◆ What you should do:
Pick each line containing "Number" out of the records.

◆ Given entries:

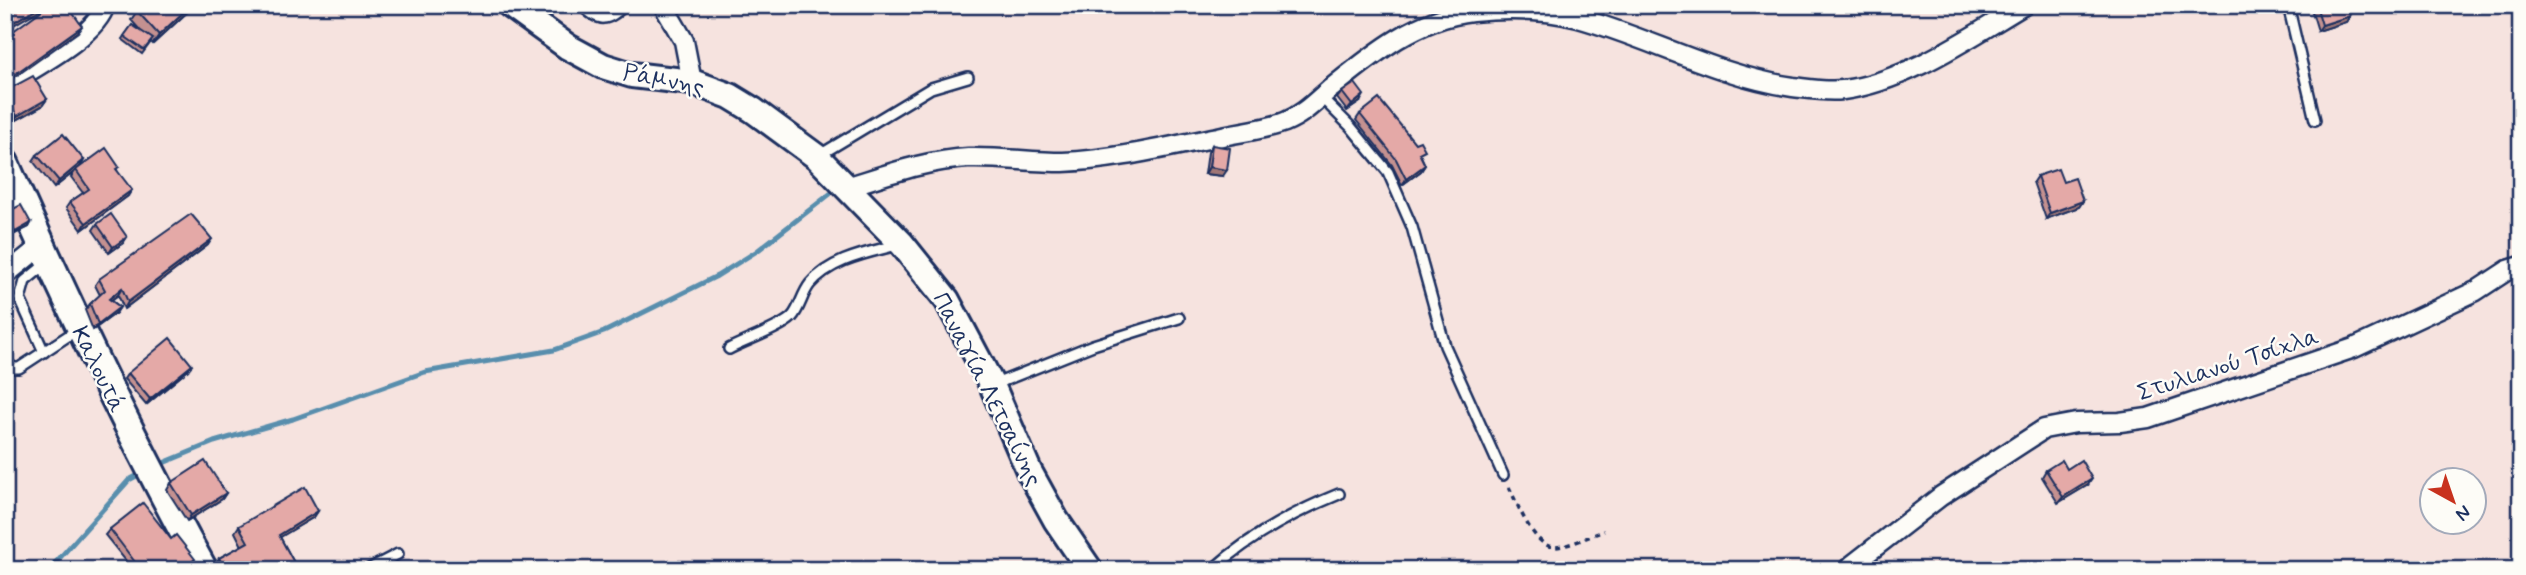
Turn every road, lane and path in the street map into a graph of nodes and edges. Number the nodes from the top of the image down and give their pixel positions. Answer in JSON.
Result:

...

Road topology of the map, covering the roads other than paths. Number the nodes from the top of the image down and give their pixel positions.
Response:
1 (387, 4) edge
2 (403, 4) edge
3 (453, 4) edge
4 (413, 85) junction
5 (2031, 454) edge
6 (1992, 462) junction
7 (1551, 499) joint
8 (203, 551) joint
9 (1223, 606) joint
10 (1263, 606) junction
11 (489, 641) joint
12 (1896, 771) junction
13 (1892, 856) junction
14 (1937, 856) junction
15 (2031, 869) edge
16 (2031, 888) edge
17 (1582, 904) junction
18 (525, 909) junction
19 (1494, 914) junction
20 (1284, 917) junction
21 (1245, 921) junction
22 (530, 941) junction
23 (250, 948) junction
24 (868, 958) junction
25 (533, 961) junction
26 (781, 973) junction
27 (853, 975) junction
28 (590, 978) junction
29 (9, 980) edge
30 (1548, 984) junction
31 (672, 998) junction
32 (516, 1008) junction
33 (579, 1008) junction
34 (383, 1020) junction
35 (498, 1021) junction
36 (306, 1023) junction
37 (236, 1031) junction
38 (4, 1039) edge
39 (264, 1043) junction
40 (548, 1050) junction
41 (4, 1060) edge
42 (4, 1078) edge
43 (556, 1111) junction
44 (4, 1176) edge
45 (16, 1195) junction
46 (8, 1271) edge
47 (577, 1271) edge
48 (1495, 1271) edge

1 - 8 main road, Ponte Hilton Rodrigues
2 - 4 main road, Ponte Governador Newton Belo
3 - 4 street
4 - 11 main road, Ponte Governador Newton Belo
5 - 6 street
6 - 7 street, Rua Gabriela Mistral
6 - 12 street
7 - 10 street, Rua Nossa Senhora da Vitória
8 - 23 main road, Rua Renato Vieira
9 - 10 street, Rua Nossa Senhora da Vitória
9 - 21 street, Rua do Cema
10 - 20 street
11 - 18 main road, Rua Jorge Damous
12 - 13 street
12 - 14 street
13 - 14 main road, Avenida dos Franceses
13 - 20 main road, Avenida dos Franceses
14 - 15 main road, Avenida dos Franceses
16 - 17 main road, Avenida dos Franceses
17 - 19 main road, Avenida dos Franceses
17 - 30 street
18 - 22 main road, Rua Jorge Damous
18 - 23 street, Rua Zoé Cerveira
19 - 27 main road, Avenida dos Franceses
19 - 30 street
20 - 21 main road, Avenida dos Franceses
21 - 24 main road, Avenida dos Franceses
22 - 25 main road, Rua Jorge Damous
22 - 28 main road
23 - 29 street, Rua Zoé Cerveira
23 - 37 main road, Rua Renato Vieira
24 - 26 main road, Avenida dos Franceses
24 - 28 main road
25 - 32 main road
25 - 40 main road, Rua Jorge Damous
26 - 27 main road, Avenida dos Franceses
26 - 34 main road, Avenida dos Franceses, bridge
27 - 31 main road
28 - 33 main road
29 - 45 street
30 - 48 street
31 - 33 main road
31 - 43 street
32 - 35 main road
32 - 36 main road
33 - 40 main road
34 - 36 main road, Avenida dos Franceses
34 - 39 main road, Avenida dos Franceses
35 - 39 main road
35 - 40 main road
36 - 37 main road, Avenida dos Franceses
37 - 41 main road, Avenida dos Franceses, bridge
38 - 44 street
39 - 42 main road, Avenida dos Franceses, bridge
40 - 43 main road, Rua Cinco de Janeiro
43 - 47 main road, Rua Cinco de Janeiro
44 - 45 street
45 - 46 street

◆ Answer to the exercise:
Turn every road, lane and path in the street map into a graph of nodes and edges. Number the nodes from the top of the image down and give their pixel positions. Answer in JSON.
Road topology of the map, covering the roads other than paths. Number the nodes from the top of the image down and give their pixel positions.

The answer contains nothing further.